August 16, 2012
Thursday, 2:30 p.m.
Letter #238: Back to Business as Usual!
Dear Family,
Now that I no longer have the Cognitive Behavior class to time-snife my days, I’m back to teaching business and holding one-on-one meetings on Exit Strategies. I teach the Business P.R.E.P. (Prison Rehabilitative Entrepreneurial Program) three days a week to a class of 30 participants, and I hold Exit Strategies meetings two mornings a week. I’m booked usually a month in advance, with prison staff referring to me inmates who parole soon.
After successfully running the business class on my own for 20 weeks with a class of 10–15 core participants, I drafted a proposal to the prison staff, formulating the class as an officially sanctioned organization, which requires a board and a staff sponsor. As an officially sanctioned organization, we can request donations of business courses and hold fundraisers.
I enlisted the support of several class alumni as well as Ms. Aven, a staff member, and we relaunched the class last week to a select group of guys, by invitation only, due to space constraints limiting us to a class size of 30. Our kickoff night went really well, and I got great feedback from many of the guys. At the next class, we maxed out enrollment, despite the stringent qualifications and hefty amount of homework I require.

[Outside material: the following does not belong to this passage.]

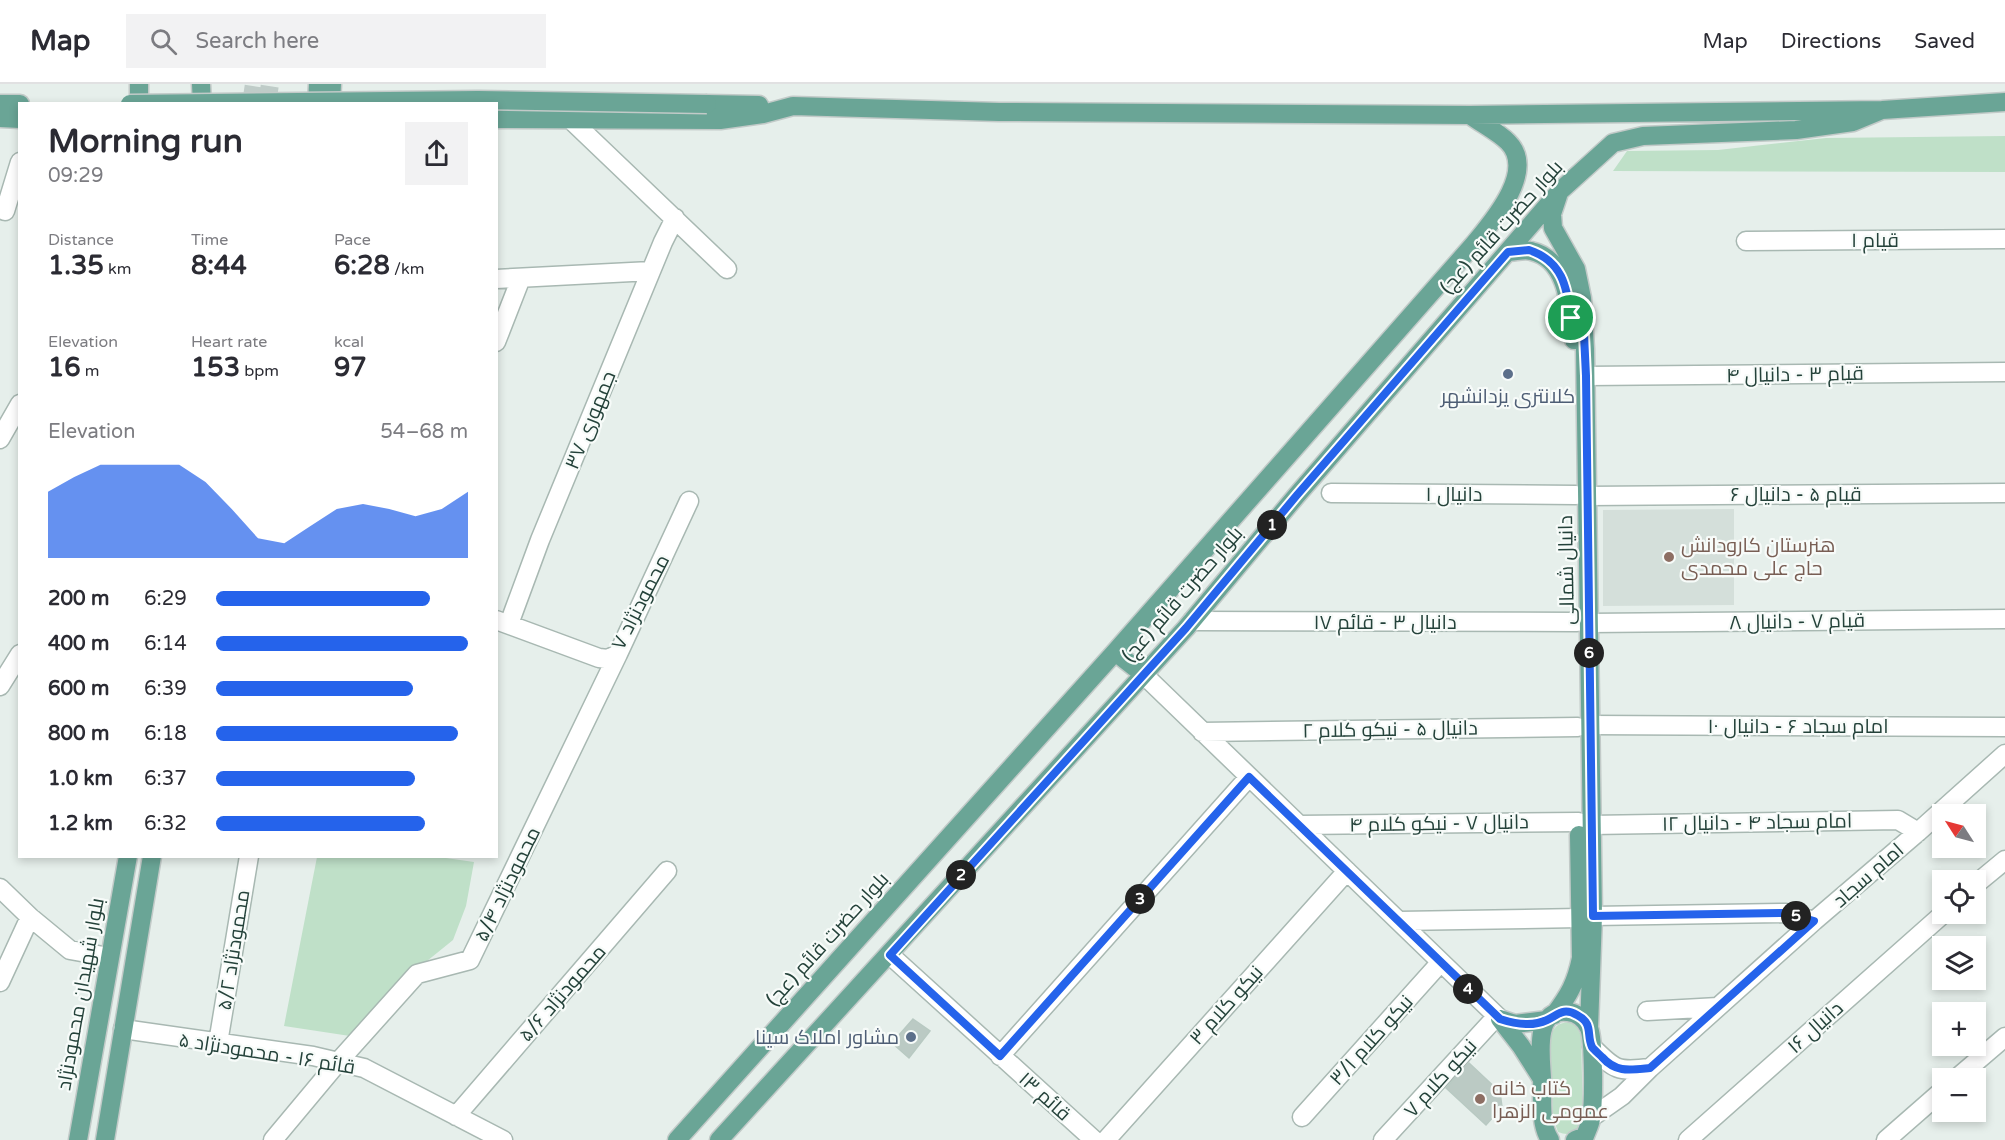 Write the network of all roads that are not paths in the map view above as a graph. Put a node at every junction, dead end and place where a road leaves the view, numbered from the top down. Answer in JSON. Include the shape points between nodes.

Each week, I lecture from a college textbook on business, emphasizing the components that would be especially useful to someone starting a small business in a tough economy. Since I require each man to formulate his own business plan, many stop dreaming about what they’d like to do someday once they are released and instead start working toward those goals, turning them into reality. So far, among our last classes’ alumni, three have launched real-world businesses.
Because we are limited as to what we can legally be involved with while incarcerated, I help the guys stay profitable while staying legal at the same time. Also, each man had to go through an application process (my idea, my creation) 🙂 so that I could deny anyone whom I deemed to be a distraction to the class or not serious-minded. Interestingly, since I used a shared computer in the law library, and my files are not password-protected, the official library passes now look identical to my Business Class Passes! (Why does it not surprise me to find thieves working in a law library?)
Imitation is supposedly “the sincerest form of flattery,” though “a flatterer spreads a net for your feet” and imitation chocolate tastes like chalk, which isn’t very flattering to the taste buds. I’d rather look at it as an infringement of my intellectual property rights, which isn’t covered in the class until next month.
During this past week’s class, I had each man stand and give a brief account of who he is and why he is in the class. This is one of those experiences I get to have that you don’t—but I wish you could have.
I wish you could hear from the staggering number of guys who have a family member in prison—some with both parents in prison, and I have a set of brothers in my class as well. I wish you could see their struggle to come up with something they’ve done that they’re proud of. And I wish you could be there to see the glimpse of hope, as they express how much they need this.
I asked for a show of hands: Who is doing more time than me? No hands, and I’m glad for that. Hopefully something I teach will effect change inside, give hope, give purpose, and show love to the unlovely.